The previous film scripted by Murali Gopy, Kammara Sambhavam, was an acerbic satire on politics, as to how history is created by the selective memory of the people and manipulated by the media. “History is a set of lies agreed upon,” the film announces at the outset, quoting Napoleon Bonaparte.

If Gopy debunked history in Kammara Sambhavam, in Lucifer, it is politics that is under attack. Politics here is nothing but by and for the powerful few. When history and politics are thus discredited, the world and its affairs are vacated of collective memories and social processes, and everything is held together and explained by conspiracies at all levels – that of the family, society, party and political system – all of which are run by dubious criminal organisations, drug and other mafias, and mysterious cults like Illuminati. It is a desolate landscape of despair where only power breathes.

The political intrigues within Lucifer are not without its angularities. It is not a coincidence that the two political parties – represented by PKR earlier and now by Mahesh Varma and Medayil Rajan on the other side – unabashedly resemble the two major political parties in Kerala. This dual nexus of power and crime, even as it mixes all kinds of elements, and makes very overt associations and parallels with Kerala politics, contains no reference to the other major player in the field – communal politics, its party and politicians. This Third Force is carefully and safely kept out of and above this morass of corruption, moral decay and shameless power broking. The political message that emerges from foregrounding only the other two points in the triangle in the foreground is obvious and loud.

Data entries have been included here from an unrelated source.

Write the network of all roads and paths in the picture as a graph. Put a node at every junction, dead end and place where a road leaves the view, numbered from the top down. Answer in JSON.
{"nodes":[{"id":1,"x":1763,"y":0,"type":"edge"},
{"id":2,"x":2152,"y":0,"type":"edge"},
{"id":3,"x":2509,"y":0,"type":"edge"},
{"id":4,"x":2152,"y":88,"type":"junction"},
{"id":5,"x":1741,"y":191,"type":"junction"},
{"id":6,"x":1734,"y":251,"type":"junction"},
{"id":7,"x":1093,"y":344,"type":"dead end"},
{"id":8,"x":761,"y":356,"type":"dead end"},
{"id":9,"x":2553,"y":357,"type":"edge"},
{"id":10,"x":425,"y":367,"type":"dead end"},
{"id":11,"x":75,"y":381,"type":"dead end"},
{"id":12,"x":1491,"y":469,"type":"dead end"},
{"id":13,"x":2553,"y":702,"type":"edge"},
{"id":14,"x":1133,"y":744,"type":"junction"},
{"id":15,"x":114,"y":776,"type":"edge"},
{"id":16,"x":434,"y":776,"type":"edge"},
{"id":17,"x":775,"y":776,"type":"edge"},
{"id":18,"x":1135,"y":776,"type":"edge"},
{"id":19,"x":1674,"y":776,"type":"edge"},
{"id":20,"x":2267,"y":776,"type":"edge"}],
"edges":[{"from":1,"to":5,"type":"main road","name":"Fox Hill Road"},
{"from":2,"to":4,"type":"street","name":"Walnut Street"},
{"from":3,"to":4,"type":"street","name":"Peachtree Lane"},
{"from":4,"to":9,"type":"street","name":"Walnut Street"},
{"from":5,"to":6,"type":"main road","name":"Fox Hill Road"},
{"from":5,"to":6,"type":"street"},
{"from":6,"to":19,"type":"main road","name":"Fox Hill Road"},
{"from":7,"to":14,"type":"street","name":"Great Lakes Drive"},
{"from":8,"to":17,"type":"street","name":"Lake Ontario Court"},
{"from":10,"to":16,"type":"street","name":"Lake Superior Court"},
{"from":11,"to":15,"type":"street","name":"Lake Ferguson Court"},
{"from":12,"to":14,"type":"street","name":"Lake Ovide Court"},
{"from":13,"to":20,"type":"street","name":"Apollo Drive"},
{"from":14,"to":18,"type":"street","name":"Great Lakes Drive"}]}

Tovino Thomas in Lucifer (2019). Courtesy Aashirvad Cinemas.

In the end, Lucifer’s intervention rights all the local wrongs in all the lower circles that he leaves behind to continue his global crusades. Bimal Nair, the villain in the otherwise pristine family that is destined to rule the land, is eliminated; the real successor is brought back to claim the mantle; the wronged daughter is made to realise her mistakes and repent. The IUF party is cleansed of the mess, and the opposition put in its rightful place. The national drug mafia with Russian connections and their local links are liquidated.

“When you strike at a king, you must kill him”, says another line in the film, quoting Ralph Waldo Emerson. The film seems to reverse Emerson’s sentiment to say, “When you adore a king, you should make a god of him.”